> **DATA RECORDS**:
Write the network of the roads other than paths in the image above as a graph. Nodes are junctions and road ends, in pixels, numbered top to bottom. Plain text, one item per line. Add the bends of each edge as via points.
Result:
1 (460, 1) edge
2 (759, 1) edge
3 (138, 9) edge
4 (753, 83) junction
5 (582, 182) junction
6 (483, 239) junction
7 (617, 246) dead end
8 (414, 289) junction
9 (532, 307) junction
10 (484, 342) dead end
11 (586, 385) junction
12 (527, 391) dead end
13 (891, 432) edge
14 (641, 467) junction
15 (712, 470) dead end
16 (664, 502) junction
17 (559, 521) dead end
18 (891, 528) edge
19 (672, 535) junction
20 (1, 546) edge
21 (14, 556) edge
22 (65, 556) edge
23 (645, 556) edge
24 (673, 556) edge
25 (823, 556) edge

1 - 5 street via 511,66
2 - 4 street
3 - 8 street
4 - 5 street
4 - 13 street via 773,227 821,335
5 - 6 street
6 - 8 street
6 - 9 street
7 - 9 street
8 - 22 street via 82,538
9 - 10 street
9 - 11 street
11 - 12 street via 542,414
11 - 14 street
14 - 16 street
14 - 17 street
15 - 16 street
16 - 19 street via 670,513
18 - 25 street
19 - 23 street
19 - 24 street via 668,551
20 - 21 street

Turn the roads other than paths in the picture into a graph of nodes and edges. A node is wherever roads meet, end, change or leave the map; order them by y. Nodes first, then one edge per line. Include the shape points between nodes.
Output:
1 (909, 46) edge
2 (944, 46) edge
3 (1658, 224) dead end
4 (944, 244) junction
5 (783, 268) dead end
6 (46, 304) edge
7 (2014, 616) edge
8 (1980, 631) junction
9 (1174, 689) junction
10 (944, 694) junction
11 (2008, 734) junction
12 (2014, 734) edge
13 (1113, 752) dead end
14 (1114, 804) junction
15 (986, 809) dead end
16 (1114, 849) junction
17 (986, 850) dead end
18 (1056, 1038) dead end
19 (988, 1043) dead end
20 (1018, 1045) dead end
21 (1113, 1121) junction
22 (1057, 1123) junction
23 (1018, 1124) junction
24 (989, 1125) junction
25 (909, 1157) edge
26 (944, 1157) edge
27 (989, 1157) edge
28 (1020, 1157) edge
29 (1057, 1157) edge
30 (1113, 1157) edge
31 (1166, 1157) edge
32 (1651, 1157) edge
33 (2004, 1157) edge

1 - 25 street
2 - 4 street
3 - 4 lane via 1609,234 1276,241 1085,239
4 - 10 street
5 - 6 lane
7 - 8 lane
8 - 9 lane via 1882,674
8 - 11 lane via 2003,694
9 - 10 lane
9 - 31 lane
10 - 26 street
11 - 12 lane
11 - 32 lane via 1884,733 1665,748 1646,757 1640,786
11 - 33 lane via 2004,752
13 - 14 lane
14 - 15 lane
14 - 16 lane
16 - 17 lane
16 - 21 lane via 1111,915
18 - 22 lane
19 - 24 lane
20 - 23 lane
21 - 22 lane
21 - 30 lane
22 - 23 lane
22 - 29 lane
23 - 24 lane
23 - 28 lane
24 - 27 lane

> **TASK OBJECTIVE**:
Report each line of the listing above that uses the word "points".

> **EXERCISE RESPONSE**:
Write the network of the roads other than paths in the image above as a graph. Nodes are junctions and road ends, in pixels, numbered top to bottom. Plain text, one item per line. Add the bends of each edge as via points.
Turn the roads other than paths in the picture into a graph of nodes and edges. A node is wherever roads meet, end, change or leave the map; order them by y. Nodes first, then one edge per line. Include the shape points between nodes.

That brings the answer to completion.